APELANTE: TERESA MARIA DA CONCEICAO SILVA

Advogado(s) do reclamante: LUCAS DUARTE VIEIRA PIMENTEL, EMANUEL NAZARENO PEREIRA

APELADO: BANCO BRADESCO FINANCIAMENTOS S.A.

Advogado(s) do reclamado: ANTONIO DE MORAES DOURADO NETO

RELATOR(A): Desembargador HAROLDO OLIVEIRA REHEM

 


EMENTA


 

PROCESSUAL CIVIL. APELAÇÃO CÍVEL. AÇÃO DECLARATÓRIA DE NULIDADE DE RELAÇÃO CONTRATUAL C/C PEDIDO DE REPETIÇÃO DO INDÉBITO E INDENIZAÇÃO POR DANOS MORAIS. COMPROVAÇÃO DA REALIZAÇÃO DO CONTRATO E DO RECEBIMENTO DO VALOR DO EMPRÉSTIMO. PARÂMETROS LEGAIS OBEDECIDOS. IMPROCEDÊNCIA DA AÇÃO. MANUTENÇÃO DA SENTENÇA. RECURSO CONHECIDO E IMPROVIDO.

1. Verifica-se que a parte autora/apelante assinou os termos contratuais, havendo cláusula explícita que autoriza o desconto mensal na folha de pagamento em favor do banco, de modo que não existe prova robusta de que sua vontade ao contratar foi viciada.

2. Não há dúvidas de que no caso em questão, o banco depositou em conta da autora o valor contratado, razão pela qual deve ser julgada improcedente a demanda.

3. Recurso conhecido e improvido.

 


RELATÓRIO


 

APELAÇÃO CÍVEL (198) -0800014-06.2019.8.18.0099
Origem: 
APELANTE: TERESA MARIA DA CONCEICAO SILVA
 
Advogados do(a) APELANTE: EMANUEL NAZARENO PEREIRA - PI2934-A, LUCAS DUARTE VIEIRA PIMENTEL - PI12132-A

APELADO: BANCO BRADESCO FINANCIAMENTOS S.A.

Advogado do(a) APELADO: ANTONIO DE MORAES DOURADO NETO - PE23255-A

RELATOR(A): Desembargador HAROLDO OLIVEIRA REHEM

Cuida-se de APELAÇÃO CÍVEL interposta por TERESA MARIA DA CONCEICAO SILVA para reformar a sentença exarada na AÇÃO DE ANULAÇÃO DE NEGÓCIO JURÍDICO COM INDENIZATÓRIA DE DANOS MATERIAIS C/C INDENIZAÇÃO POR DANOS MORAIS(Processo Nº 0800014-06.2019.8.18.0099 – Vara Única da Comarca de Landri Sales - PI), ajuizada pela parte apelante contra BANCO BRADESCO FINANCIAMENTOS S.A., ora apelado.

Ingressou a parte autora com esta demanda alegando, em síntese, que nunca teria firmado o contrato de empréstimo com o Banco promovido, bem como não recebeu quaisquer valores a título de empréstimo.

Pugnou declaração de nulidade ou inexistência do contrato, bem como que o banco réu seja condenado ao pagamento em dobro dos valores indevidamente cobrados e ao pagamento de indenização pelos danos morais.

Por contestação (ID 4376493, p. 01/11), o banco réu pugnou pela improcedência dos pedidos iniciais, sustentou a regularidade da contratação, apresentando a cópia do aludido contrato (ID 43764, p. 01/04).

A parte autora, em sua réplica, admite ter recebido a quantia de seiscentos e cinquenta reais (R$ 650,00), referente ao contrato 324.346.083.

Por sentença (ID 4376508, p. 01/03), o d.
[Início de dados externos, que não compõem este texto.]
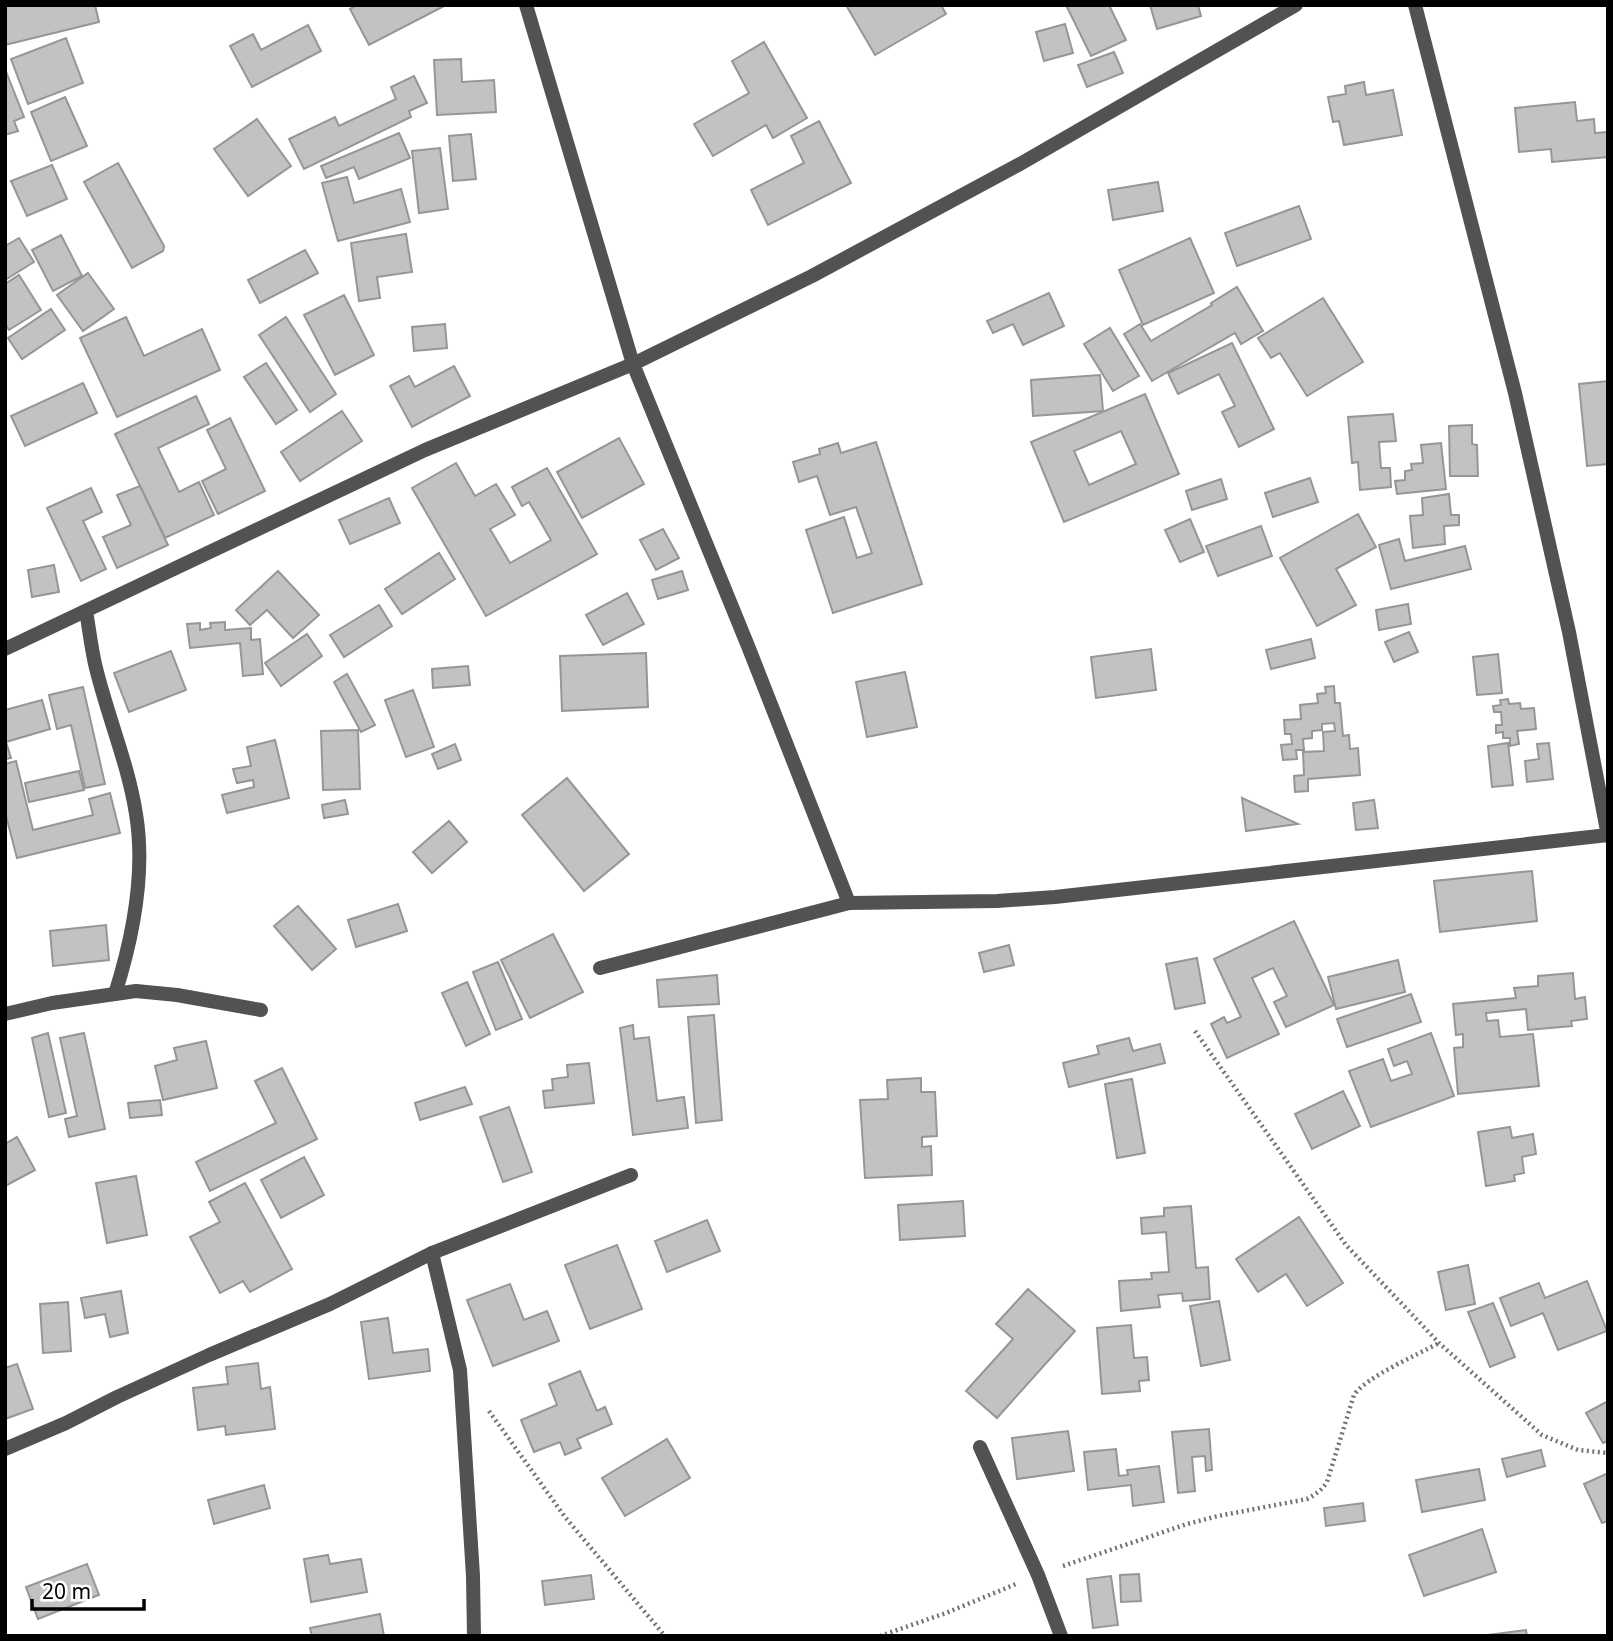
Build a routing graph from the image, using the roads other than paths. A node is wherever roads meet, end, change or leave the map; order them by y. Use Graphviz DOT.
graph roads {
  1 [pos="526,5"];
  2 [pos="1296,5"];
  3 [pos="1415,5"];
  4 [pos="632,364"];
  5 [pos="86,611"];
  6 [pos="5,649"];
  7 [pos="1608,835"];
  8 [pos="849,903"];
  9 [pos="600,968"];
  10 [pos="115,994"];
  11 [pos="261,1010"];
  12 [pos="5,1014"];
  13 [pos="631,1175"];
  14 [pos="432,1253"];
  15 [pos="980,1447"];
  16 [pos="5,1449"];
  17 [pos="474,1636"];
  18 [pos="1061,1636"];
  1 -- 4 [label="street"];
  2 -- 4 [label="street"];
  3 -- 7 [label="street"];
  4 -- 5 [label="street"];
  4 -- 8 [label="street"];
  5 -- 6 [label="street"];
  5 -- 10 [label="street"];
  7 -- 8 [label="street"];
  8 -- 9 [label="street"];
  10 -- 11 [label="street"];
  10 -- 12 [label="street"];
  13 -- 14 [label="street"];
  14 -- 16 [label="street"];
  14 -- 17 [label="street"];
  15 -- 18 [label="street"];
}
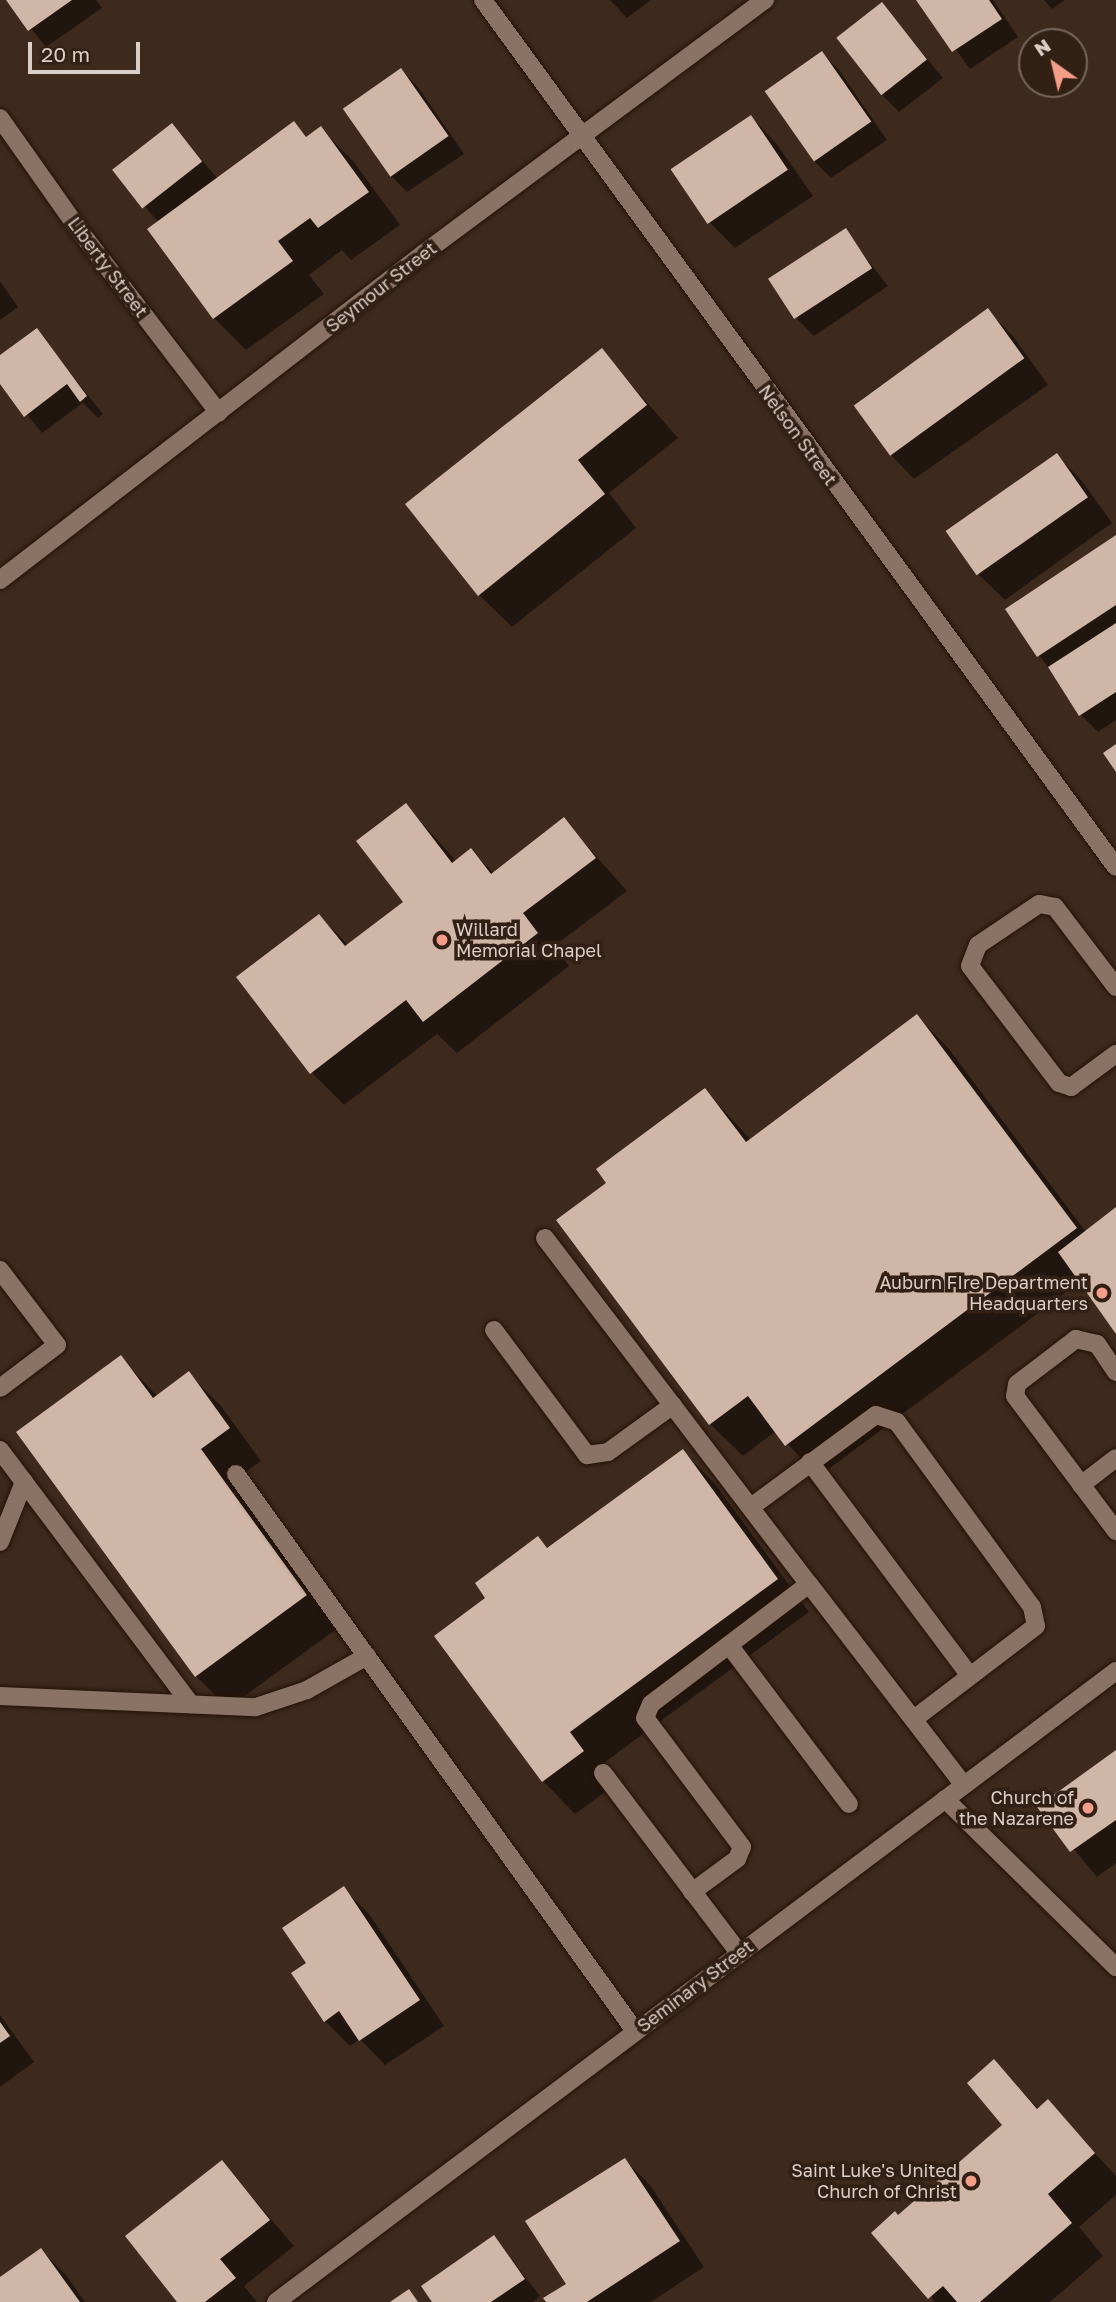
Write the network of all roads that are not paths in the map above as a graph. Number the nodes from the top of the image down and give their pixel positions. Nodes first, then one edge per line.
1 (483, 0) edge
2 (765, 0) edge
3 (0, 118) edge
4 (581, 138) junction
5 (219, 413) junction
6 (0, 580) edge
7 (1116, 867) edge
8 (1116, 987) edge
9 (1116, 1054) edge
10 (545, 1238) dead end
11 (0, 1270) edge
12 (494, 1330) dead end
13 (1116, 1372) edge
14 (0, 1388) edge
15 (673, 1405) junction
16 (0, 1450) edge
17 (1116, 1458) edge
18 (810, 1462) junction
19 (236, 1474) dead end
20 (24, 1482) junction
21 (1081, 1485) junction
22 (751, 1507) junction
23 (1116, 1531) edge
24 (0, 1542) edge
25 (809, 1584) junction
26 (729, 1645) junction
27 (367, 1656) junction
28 (1116, 1671) edge
29 (970, 1676) junction
30 (0, 1696) edge
31 (191, 1704) junction
32 (914, 1719) junction
33 (603, 1773) dead end
34 (964, 1785) junction
35 (945, 1799) junction
36 (849, 1804) dead end
37 (692, 1892) junction
38 (738, 1953) junction
39 (1116, 1967) edge
40 (635, 2031) junction
41 (276, 2302) edge

1 - 4 street, Nelson Street
2 - 4 street, Seymour Street
3 - 5 street, Liberty Street
4 - 5 street, Seymour Street
4 - 7 street, Nelson Street
5 - 6 street, Seymour Street
8 - 9 street
10 - 15 street
11 - 14 street
12 - 15 street
13 - 21 street
15 - 22 street
16 - 20 street
17 - 21 street
18 - 22 street
18 - 29 street
18 - 29 street
19 - 27 street
20 - 24 street
20 - 31 street
21 - 23 street
22 - 25 street
25 - 26 street
25 - 32 street
26 - 36 street
26 - 37 street
27 - 31 street
27 - 40 street
28 - 34 street, Seminary Street
29 - 32 street
30 - 31 street
32 - 34 street
33 - 37 street
34 - 35 street, Seminary Street
35 - 38 street, Seminary Street
35 - 39 street
37 - 38 street
38 - 40 street, Seminary Street
40 - 41 street, Seminary Street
Magistrado julgou improcedente o pedido, com fulcro no art. 487, I, do CPC.

Inconformado, a parte autora interpôs apelação (ID 4376513, p. 01/12), alegando a reforma da sentença a fim de ser julgado procedente o feito, por entender que a parte apelada não trouxe aos autos comprovante hábil a comprovar a transferência do valor supostamente contratado.

Defende que o valor de seiscentos e cinquenta reais (R$ 650,00), referente ao contrato 324.346.083 depositado em sua conta não se trata do contrato anexo aos autos pelo banco.

Devidamente intimado, o banco réu apresentou suas contrarrazões, ID 4376665, p. 01/17, pugnando pelo improvimento do recurso de apelação.

Recebido o recurso em ambos os efeitos, foram os autos encaminhados à d. Procuradoria Geral de Justiça a fim de intervir, caso desejasse, na qualidade de custos legis (art. 178, do CPC).

A d. Procuradoria de Justiça deixou de se manifestar por não restar configurado interesse público que justifique sua intervenção na demanda, ID 4590952, p. 01.

 

É o relatório.

 


VOTO


 

Trata-se, na origem, de ação objetivando a rescisão de contrato de empréstimo, a devolução em dobro do valor supostamente cobrado a mais e o pagamento de indenização por danos morais e materiais.

Analisando detidamente os autos, observo que a parte autora afirma não ter realizado contrato de empréstimo com o banco réu, assim como defende não ter recebido o valor contratado.

Segundo a parte autora, o contrato anexo aos autos ao banco se refere ao contrato de nº 324.346.083 e não ao contrato 0123.324346.083.

Sem razão a parte apelante.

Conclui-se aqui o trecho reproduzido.